Course pages 2011–12

# Complexity Theory

Principal lecturer: Prof Anuj Dawar
Taken by: Part IB
Past exam questions
Information for supervisors (contact lecturer for access permission)

No. of lectures: 12
Prerequisite courses: Algorithms, Computation Theory

## Aims

The aim of the course is to introduce the theory of computational complexity. The course will explain measures of the complexity of problems and of algorithms, based on time and space used on abstract models. Important complexity classes will be defined, and the notion of completeness established through a thorough study of NP-completeness. Applications to cryptography will be considered.

## Lectures

• Algorithms and problems. Complexity of algorithms and of problems. Lower and upper bounds. Examples: sorting and travelling salesman.

• Time and space. Models of computation and measures of complexity. Time and space complexity on a Turing machine. Decidability and complexity.

• Time complexity. Time complexity classes. Polynomial time problems and algorithms. P and NP.

• Non-determinism. Non-deterministic machines. The class NP redefined. Non-deterministic algorithms for reachability and satisfiability.

• NP-completeness. Reductions and completeness. NP-completeness of satisfiability.

• More NP-complete problems. Graph-theoretic problems. Hamiltonian cycle and clique.

• More NP-complete problems. Sets, numbers and scheduling. Matching, set covering and bin packing.

• coNP. Validity of boolean formulae and its completeness. NP coNP. Primality and factorisation.

• Cryptographic complexity. One-way functions. The class UP.

• Space complexity. Deterministic and non-deterministic space complexity classes. The reachability method. Savitch’s theorem.

• Hierarchy. The time and space hierarchy theorems and complete problems.
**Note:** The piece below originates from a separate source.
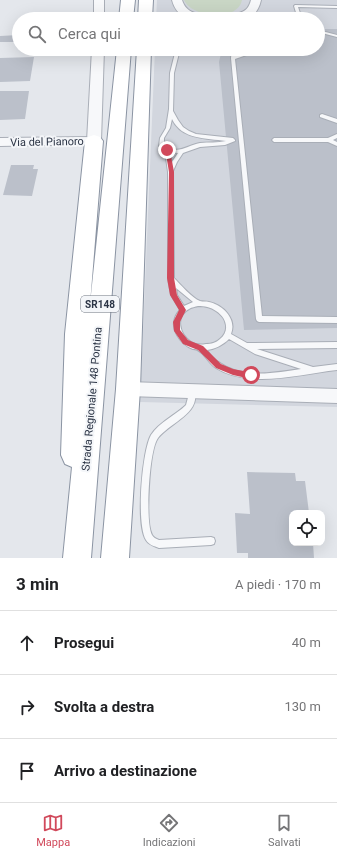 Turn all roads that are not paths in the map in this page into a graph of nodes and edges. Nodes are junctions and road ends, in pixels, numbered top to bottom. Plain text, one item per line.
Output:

• Descriptive complexity. Logics capturing complexity classes. Fagin’s theorem.

## Objectives

At the end of the course students should

• be able to analyse practical problems and classify them according to their complexity;

• be familiar with the phenomenon of NP-completeness, and be able to identify problems that are NP-complete;

• be aware of a variety of complexity classes and their interrelationships;

• understand the role of complexity analysis in cryptography.

## Recommended reading

* Papadimitriou, Ch.H. (1994). Computational complexity. Addison-Wesley.
Goldreich, O. (2008). Computational complexity: a conceptual perspective. Cambridge University Press. Sipser, M. (1997). Introduction to the theory of computation. PWS.